* _Assignment_: Of all the lines in the records below, copy only those that contain the string "Незалежності".
'''
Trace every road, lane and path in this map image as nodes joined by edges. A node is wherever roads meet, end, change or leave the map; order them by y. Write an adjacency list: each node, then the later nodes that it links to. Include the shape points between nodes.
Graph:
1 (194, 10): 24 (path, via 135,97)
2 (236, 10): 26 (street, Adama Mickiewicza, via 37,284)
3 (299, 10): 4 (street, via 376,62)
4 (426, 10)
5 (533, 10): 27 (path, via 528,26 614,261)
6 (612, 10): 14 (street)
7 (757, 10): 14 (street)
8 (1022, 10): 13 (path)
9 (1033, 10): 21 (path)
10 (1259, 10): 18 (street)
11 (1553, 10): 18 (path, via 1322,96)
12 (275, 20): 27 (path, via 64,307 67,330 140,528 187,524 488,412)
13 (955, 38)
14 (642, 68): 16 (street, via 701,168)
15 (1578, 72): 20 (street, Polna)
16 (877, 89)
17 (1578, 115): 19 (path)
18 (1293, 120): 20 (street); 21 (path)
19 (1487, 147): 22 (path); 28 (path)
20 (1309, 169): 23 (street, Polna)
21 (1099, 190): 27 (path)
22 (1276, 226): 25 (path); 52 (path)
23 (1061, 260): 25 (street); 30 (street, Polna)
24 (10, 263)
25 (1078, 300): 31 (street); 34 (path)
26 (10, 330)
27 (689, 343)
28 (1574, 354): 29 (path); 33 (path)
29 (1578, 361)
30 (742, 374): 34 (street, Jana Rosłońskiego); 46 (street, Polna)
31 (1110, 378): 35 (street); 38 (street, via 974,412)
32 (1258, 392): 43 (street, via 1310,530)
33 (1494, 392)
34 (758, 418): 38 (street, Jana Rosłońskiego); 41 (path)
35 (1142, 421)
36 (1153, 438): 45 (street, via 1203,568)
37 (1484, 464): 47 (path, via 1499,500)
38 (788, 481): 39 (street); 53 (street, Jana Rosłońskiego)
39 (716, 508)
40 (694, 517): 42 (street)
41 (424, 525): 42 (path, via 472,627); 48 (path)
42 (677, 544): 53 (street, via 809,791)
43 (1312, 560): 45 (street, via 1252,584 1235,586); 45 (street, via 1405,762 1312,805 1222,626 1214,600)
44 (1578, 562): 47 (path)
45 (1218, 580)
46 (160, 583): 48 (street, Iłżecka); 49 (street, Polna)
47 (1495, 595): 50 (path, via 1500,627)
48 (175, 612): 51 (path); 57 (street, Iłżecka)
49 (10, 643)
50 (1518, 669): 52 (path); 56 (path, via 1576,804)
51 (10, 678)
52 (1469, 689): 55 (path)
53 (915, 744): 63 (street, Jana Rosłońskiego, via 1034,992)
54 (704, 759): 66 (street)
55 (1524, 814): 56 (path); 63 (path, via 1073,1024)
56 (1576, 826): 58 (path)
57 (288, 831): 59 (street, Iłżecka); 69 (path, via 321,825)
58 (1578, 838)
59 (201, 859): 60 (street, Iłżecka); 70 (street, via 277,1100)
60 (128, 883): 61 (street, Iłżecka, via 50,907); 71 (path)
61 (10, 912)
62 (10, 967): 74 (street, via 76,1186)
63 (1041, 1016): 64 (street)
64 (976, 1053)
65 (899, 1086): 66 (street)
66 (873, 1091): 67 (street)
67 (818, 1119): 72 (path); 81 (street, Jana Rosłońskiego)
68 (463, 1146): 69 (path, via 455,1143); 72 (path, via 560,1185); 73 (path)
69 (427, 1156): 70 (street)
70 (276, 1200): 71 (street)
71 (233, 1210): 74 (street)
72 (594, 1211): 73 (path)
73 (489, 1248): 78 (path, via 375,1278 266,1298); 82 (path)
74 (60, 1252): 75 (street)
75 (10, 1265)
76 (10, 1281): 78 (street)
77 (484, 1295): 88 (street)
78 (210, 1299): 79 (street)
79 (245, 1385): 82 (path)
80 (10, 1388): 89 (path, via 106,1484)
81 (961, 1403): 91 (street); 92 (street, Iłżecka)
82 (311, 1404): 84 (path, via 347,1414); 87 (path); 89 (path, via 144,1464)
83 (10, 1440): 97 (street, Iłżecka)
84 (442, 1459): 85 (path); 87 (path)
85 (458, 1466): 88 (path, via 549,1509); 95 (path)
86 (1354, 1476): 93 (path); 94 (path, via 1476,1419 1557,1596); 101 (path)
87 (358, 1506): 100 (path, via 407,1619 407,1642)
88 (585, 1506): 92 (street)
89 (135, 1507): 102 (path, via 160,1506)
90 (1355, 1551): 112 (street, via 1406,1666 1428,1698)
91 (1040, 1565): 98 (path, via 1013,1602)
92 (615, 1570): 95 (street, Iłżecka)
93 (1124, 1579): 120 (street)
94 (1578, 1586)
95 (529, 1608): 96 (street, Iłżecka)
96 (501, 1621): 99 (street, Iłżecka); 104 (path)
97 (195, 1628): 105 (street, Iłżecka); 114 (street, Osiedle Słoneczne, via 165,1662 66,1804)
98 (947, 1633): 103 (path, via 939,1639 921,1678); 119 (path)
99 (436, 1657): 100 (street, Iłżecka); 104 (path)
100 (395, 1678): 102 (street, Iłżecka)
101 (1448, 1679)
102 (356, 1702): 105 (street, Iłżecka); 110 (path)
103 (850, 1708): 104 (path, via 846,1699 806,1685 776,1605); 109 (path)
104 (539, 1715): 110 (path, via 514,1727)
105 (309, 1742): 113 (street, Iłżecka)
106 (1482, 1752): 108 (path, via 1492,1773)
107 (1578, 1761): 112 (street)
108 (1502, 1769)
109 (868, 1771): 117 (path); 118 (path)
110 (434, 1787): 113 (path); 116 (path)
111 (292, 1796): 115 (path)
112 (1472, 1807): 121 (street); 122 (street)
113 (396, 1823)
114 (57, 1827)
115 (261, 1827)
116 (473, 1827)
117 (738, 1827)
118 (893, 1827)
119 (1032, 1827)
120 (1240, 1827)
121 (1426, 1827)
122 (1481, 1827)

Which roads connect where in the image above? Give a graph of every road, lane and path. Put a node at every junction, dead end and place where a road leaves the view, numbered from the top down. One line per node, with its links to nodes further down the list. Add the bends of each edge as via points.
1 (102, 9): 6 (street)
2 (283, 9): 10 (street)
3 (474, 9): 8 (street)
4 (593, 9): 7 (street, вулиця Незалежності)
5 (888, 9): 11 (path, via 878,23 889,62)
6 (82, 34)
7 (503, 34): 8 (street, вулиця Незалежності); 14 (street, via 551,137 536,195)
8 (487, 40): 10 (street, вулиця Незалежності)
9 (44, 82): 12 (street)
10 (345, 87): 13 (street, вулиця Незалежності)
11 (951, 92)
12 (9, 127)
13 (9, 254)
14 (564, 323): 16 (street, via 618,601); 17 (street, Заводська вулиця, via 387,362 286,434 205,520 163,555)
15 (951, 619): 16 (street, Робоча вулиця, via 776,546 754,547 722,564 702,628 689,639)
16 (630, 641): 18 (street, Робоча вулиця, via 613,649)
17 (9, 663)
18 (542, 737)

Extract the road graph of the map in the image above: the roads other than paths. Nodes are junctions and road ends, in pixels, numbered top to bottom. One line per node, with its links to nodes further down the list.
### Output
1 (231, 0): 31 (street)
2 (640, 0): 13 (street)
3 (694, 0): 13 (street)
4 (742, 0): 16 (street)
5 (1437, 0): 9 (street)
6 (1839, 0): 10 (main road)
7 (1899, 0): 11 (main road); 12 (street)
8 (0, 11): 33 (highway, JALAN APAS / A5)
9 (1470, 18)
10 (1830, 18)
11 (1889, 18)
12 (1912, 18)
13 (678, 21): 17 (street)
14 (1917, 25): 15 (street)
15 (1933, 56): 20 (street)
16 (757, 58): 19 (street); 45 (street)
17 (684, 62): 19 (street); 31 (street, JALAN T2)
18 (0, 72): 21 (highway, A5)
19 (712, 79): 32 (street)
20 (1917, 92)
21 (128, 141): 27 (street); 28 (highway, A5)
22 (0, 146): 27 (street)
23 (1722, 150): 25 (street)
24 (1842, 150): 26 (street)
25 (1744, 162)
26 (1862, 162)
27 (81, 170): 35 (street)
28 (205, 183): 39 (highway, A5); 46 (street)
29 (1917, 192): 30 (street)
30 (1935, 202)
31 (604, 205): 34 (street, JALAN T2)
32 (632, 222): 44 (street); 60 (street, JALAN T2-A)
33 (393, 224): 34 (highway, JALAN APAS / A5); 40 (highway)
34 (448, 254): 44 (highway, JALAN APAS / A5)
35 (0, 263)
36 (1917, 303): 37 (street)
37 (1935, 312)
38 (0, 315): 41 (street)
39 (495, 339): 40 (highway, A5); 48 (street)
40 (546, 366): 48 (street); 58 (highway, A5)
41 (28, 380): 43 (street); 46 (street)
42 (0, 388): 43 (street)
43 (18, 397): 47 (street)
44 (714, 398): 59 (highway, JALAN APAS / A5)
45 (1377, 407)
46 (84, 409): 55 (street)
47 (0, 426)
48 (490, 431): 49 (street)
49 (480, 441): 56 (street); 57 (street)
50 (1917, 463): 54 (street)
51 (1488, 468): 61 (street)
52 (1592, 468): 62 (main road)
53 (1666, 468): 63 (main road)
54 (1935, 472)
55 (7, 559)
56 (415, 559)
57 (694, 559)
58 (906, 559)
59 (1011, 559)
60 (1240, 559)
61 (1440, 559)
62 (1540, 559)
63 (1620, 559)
'''
* _Exercise solution_:
4 (593, 9): 7 (street, вулиця Незалежності)
7 (503, 34): 8 (street, вулиця Незалежності); 14 (street, via 551,137 536,195)
8 (487, 40): 10 (street, вулиця Незалежності)
10 (345, 87): 13 (street, вулиця Незалежності)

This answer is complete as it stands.